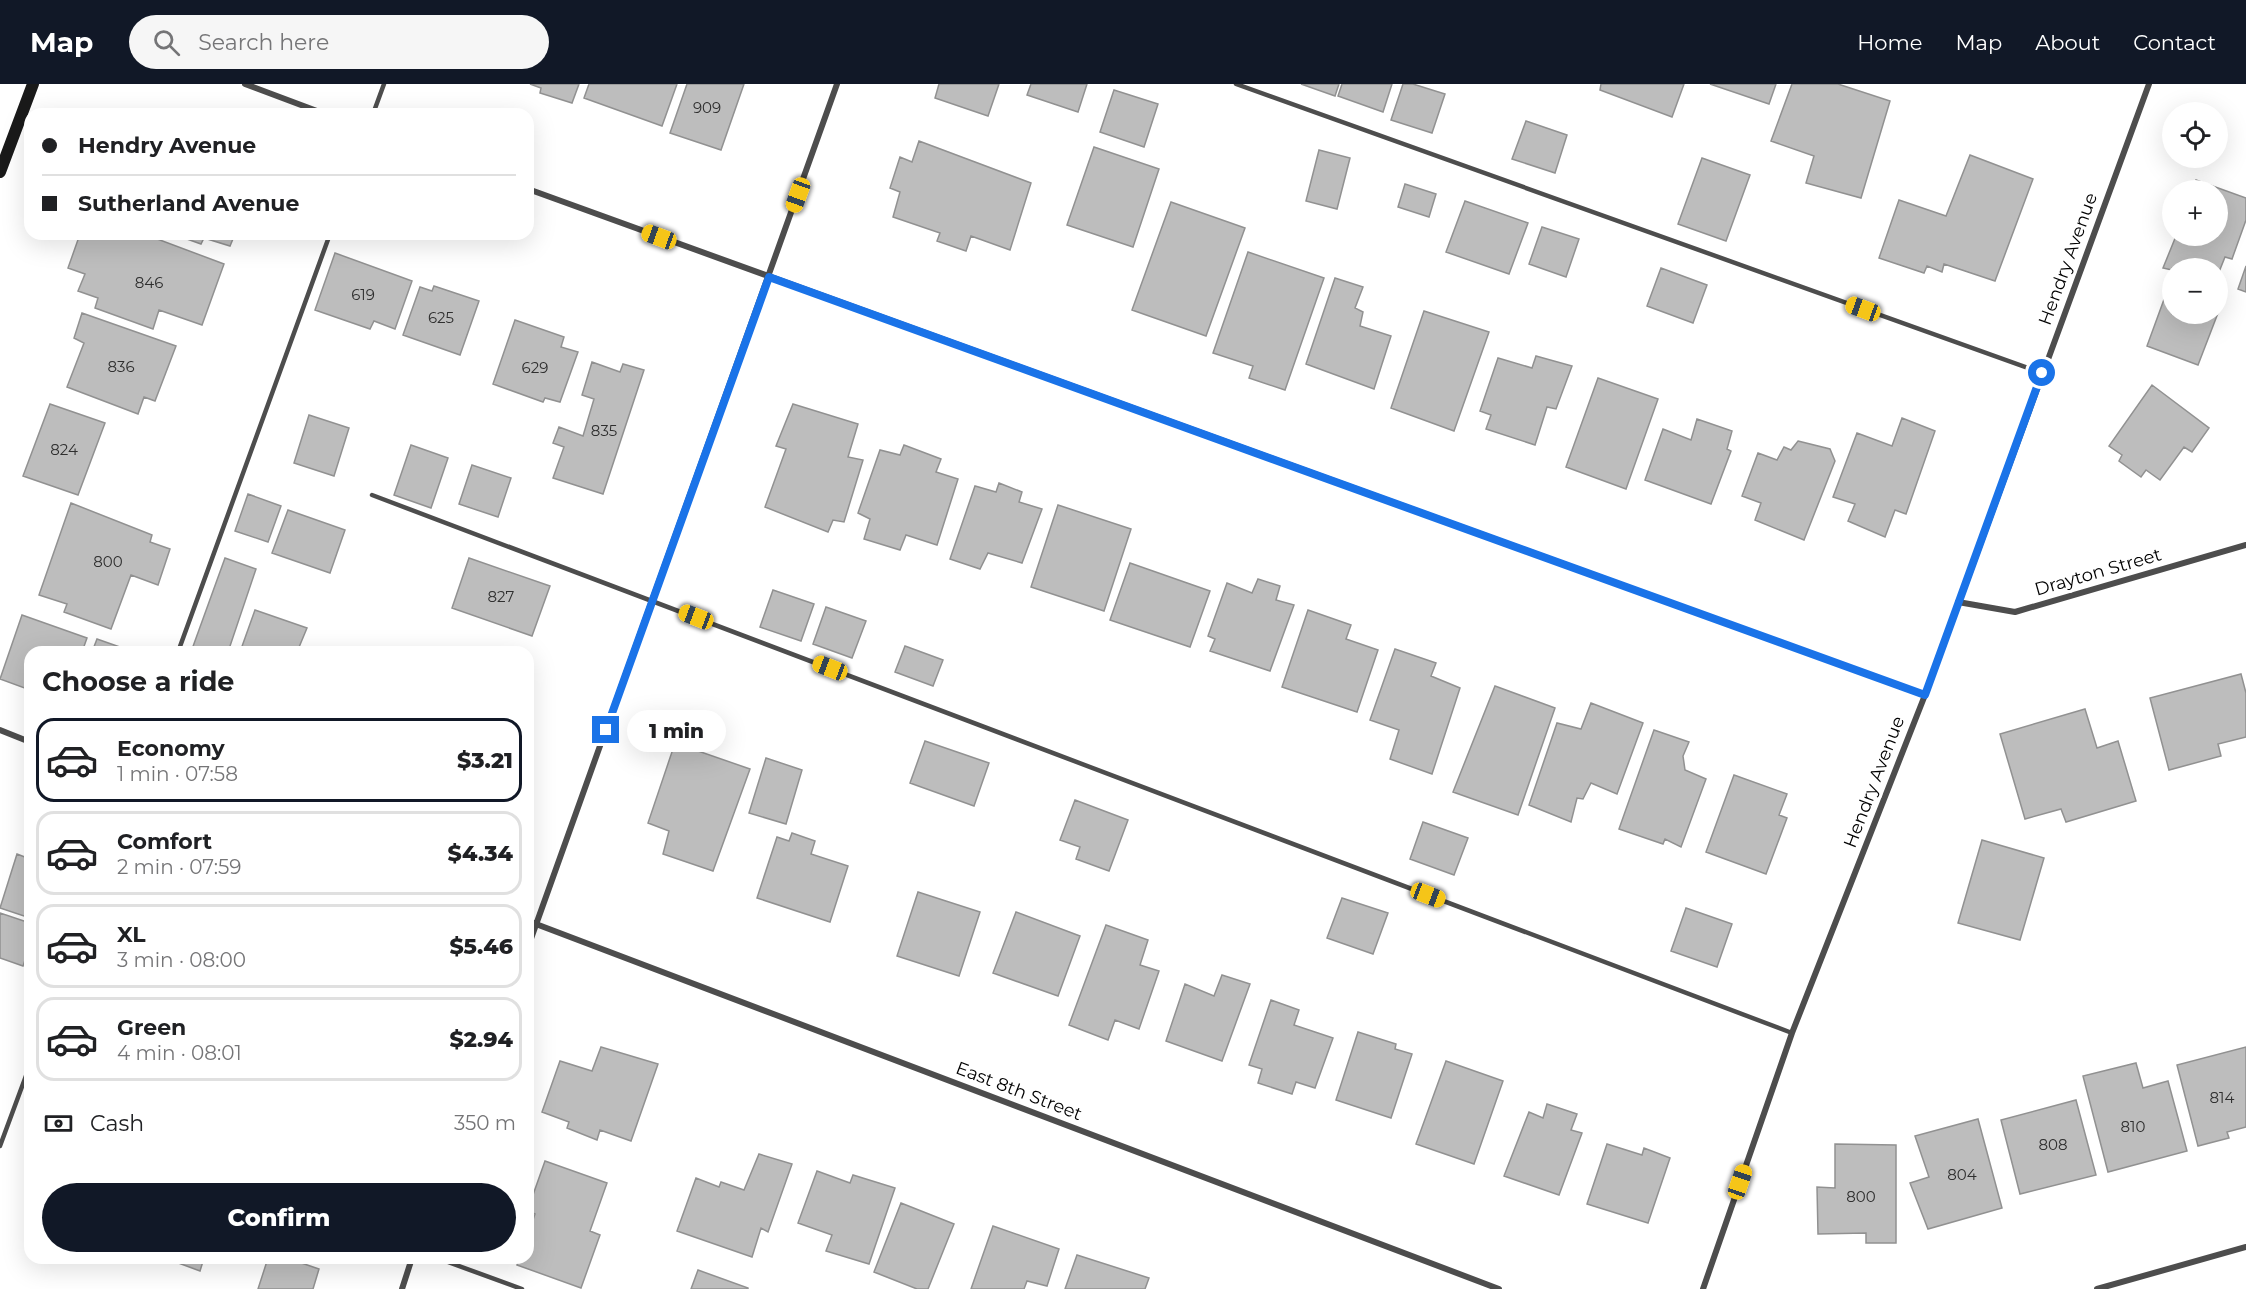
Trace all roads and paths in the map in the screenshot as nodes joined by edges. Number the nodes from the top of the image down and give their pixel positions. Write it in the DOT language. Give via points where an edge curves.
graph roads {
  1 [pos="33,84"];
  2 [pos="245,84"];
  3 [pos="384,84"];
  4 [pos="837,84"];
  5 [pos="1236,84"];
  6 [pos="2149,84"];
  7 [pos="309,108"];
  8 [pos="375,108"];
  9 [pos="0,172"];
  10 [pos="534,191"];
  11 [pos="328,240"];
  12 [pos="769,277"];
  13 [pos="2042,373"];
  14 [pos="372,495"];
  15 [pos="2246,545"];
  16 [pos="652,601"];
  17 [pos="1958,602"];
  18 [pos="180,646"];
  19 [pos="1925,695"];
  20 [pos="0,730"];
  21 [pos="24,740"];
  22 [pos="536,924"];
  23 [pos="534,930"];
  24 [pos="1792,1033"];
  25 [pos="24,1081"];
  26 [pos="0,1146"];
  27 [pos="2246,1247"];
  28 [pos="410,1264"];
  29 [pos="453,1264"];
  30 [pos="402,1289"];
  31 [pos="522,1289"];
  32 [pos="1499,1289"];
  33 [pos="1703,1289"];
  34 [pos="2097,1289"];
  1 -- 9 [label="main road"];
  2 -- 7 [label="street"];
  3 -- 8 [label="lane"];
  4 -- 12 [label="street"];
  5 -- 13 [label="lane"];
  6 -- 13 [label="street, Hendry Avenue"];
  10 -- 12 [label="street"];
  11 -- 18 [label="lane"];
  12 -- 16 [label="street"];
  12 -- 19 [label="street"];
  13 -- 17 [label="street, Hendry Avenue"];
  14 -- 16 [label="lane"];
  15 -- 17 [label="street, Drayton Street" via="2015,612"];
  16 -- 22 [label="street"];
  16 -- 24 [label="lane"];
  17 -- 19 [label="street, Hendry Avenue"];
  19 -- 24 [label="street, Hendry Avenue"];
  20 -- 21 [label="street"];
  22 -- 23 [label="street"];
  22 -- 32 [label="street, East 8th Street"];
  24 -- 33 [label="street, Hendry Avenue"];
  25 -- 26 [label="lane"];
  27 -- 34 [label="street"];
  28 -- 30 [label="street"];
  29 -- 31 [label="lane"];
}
..............................
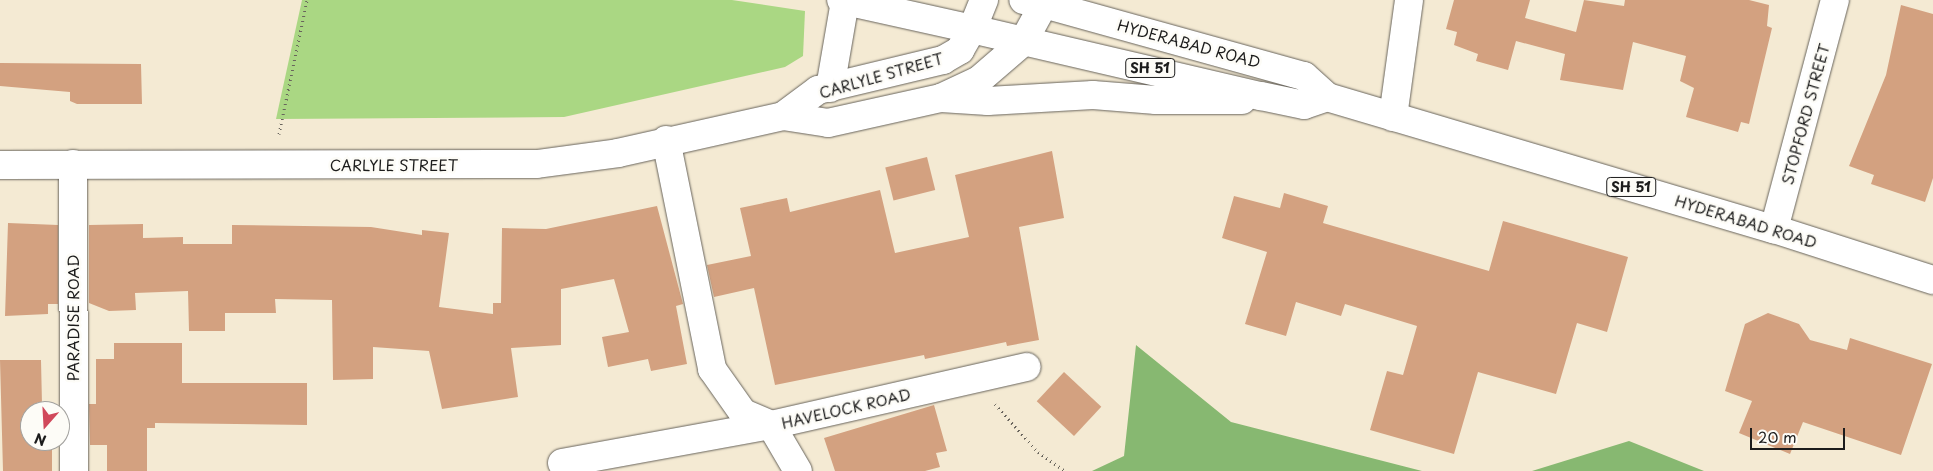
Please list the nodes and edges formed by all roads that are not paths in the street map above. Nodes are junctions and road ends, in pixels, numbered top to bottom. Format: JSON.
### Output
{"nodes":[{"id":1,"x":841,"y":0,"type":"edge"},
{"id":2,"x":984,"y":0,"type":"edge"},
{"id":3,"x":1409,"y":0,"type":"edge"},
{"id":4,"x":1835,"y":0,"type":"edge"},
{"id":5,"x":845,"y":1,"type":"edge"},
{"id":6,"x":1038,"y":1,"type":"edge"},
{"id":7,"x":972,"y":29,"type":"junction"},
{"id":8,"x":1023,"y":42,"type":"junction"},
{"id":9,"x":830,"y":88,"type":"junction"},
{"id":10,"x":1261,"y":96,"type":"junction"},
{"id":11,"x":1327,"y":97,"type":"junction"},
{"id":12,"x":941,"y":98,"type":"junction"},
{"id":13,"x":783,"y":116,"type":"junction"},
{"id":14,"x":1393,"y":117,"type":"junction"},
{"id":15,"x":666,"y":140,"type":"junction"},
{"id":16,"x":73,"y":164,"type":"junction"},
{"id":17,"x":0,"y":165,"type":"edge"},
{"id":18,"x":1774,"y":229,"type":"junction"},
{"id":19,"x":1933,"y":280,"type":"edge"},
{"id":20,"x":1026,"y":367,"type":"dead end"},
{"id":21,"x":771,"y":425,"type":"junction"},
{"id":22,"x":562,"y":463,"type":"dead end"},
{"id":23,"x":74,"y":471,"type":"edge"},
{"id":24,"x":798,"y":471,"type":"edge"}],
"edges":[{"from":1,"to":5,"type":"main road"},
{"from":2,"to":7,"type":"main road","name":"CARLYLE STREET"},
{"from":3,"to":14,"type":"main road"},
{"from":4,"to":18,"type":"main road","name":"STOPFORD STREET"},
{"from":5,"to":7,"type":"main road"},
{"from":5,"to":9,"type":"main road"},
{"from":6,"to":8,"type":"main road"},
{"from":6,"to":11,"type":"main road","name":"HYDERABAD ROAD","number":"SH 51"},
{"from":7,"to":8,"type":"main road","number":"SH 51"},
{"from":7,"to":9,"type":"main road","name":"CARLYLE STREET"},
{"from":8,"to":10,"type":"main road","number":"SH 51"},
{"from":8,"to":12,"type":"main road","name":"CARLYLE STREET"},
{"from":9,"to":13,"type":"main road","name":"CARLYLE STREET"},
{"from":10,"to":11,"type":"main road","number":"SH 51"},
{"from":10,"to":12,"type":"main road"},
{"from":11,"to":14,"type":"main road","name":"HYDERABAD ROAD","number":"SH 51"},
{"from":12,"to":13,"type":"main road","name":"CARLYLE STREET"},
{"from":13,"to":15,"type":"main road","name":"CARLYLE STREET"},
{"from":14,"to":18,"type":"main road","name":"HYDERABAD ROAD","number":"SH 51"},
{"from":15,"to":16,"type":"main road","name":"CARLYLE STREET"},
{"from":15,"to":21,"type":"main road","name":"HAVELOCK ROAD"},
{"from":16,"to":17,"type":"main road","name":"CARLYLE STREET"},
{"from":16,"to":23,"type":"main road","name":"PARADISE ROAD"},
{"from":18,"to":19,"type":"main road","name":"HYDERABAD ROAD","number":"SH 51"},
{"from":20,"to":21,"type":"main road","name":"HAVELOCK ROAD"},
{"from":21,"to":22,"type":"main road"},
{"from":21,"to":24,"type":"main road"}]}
..............................
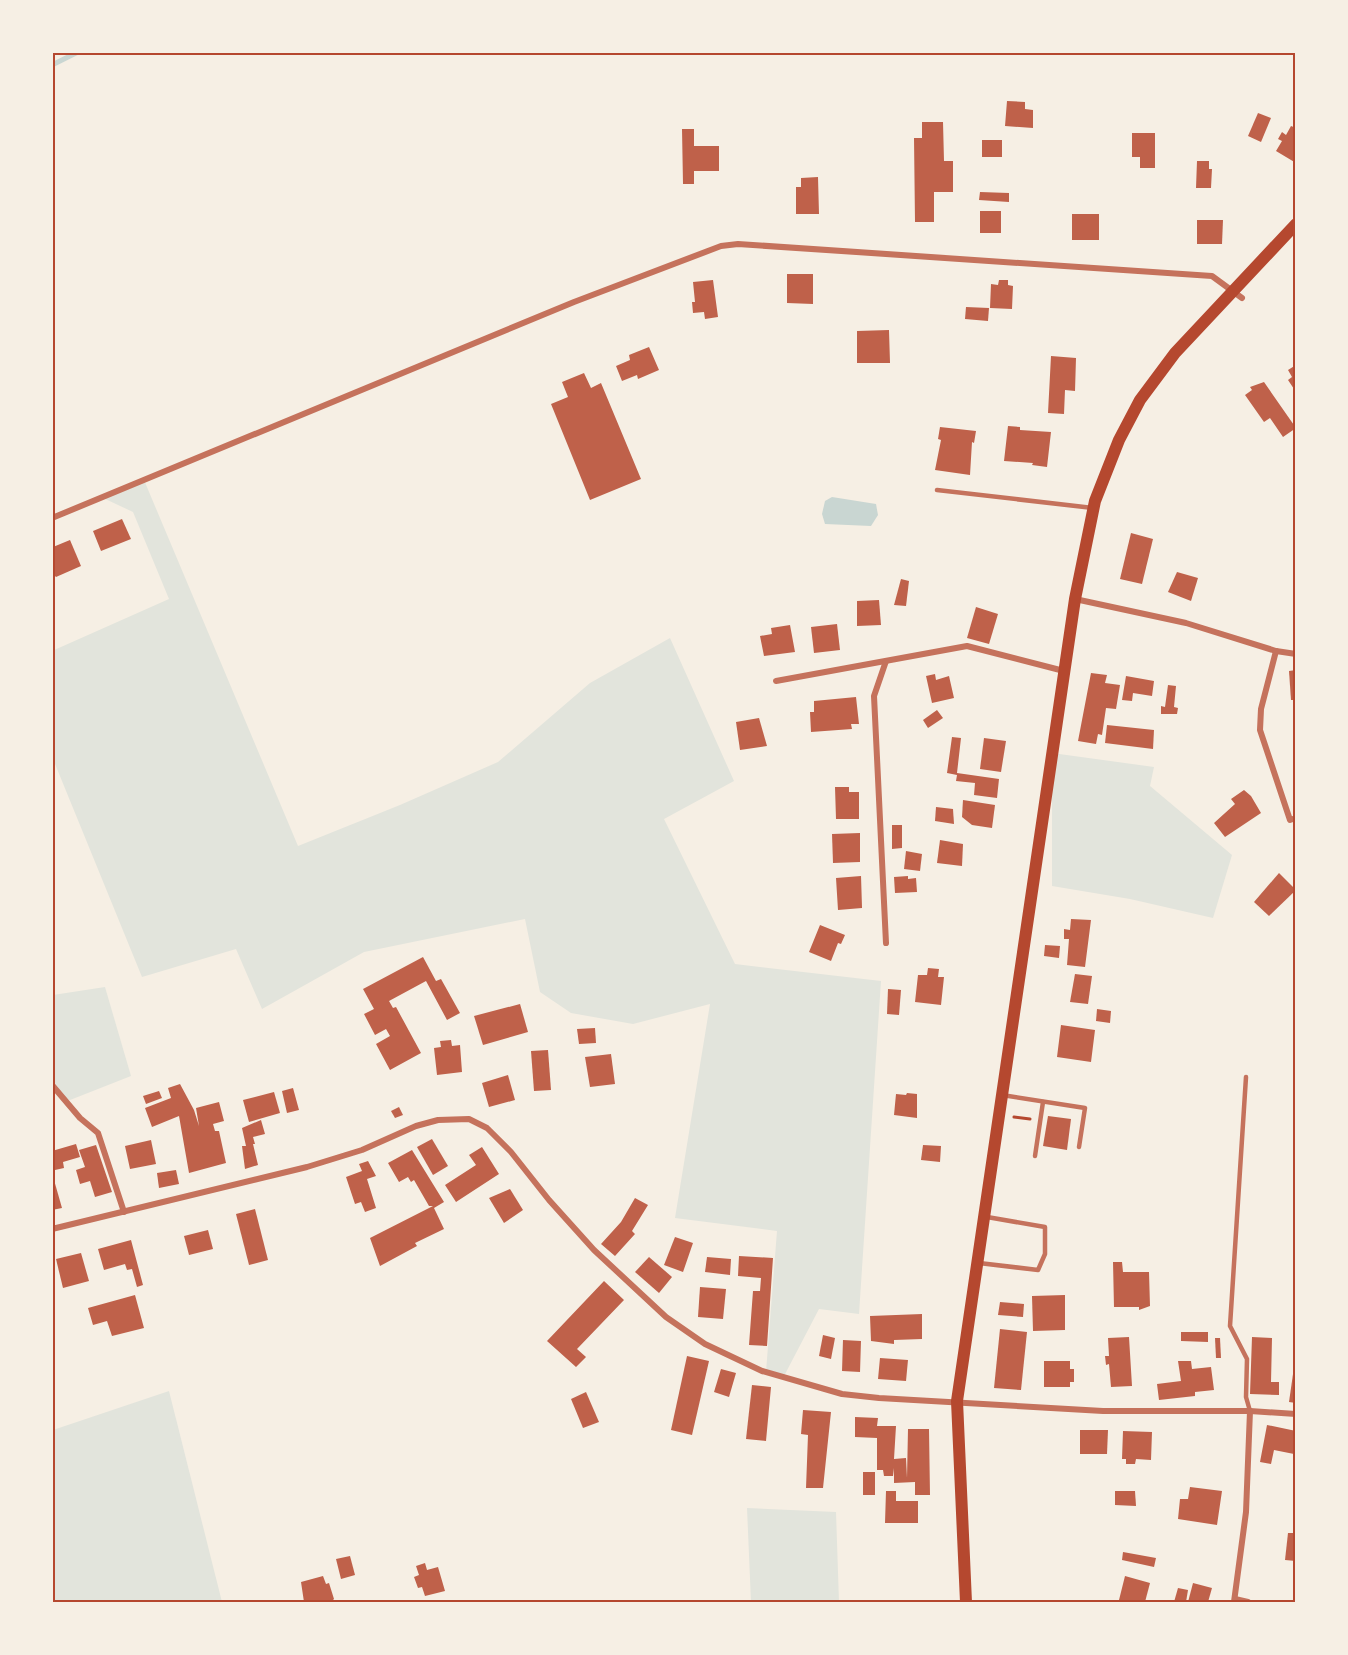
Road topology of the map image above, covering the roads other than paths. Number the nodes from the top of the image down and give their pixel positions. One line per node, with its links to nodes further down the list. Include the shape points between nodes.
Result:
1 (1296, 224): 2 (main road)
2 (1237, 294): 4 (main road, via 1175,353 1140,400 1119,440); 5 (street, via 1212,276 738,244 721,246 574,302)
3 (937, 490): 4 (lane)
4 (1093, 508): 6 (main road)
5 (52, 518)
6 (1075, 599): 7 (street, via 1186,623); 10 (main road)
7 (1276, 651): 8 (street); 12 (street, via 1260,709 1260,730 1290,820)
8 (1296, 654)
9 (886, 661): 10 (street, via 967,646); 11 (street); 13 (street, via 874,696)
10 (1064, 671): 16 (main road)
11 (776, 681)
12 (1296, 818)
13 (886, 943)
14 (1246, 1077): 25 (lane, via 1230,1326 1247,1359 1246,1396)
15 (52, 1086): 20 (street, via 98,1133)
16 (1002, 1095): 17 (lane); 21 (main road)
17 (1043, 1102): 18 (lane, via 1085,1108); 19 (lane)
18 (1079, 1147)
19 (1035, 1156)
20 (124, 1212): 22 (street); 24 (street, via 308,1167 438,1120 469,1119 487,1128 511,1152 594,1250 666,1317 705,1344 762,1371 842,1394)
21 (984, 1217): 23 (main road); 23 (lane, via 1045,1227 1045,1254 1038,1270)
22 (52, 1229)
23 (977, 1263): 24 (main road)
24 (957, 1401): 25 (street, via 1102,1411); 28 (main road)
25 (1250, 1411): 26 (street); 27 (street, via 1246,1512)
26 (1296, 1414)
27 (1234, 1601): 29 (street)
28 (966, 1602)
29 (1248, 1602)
..............................
*Aim of the task*
Pull out every line of the records above that contains the word "list".

*Solution to this exercise*
Please list the nodes and edges formed by all roads that are not paths in the street map above. Nodes are junctions and road ends, in pixels, numbered top to bottom. Format: JSON.
Road topology of the map image above, covering the roads other than paths. Number the nodes from the top of the image down and give their pixel positions. One line per node, with its links to nodes further down the list. Include the shape points between nodes.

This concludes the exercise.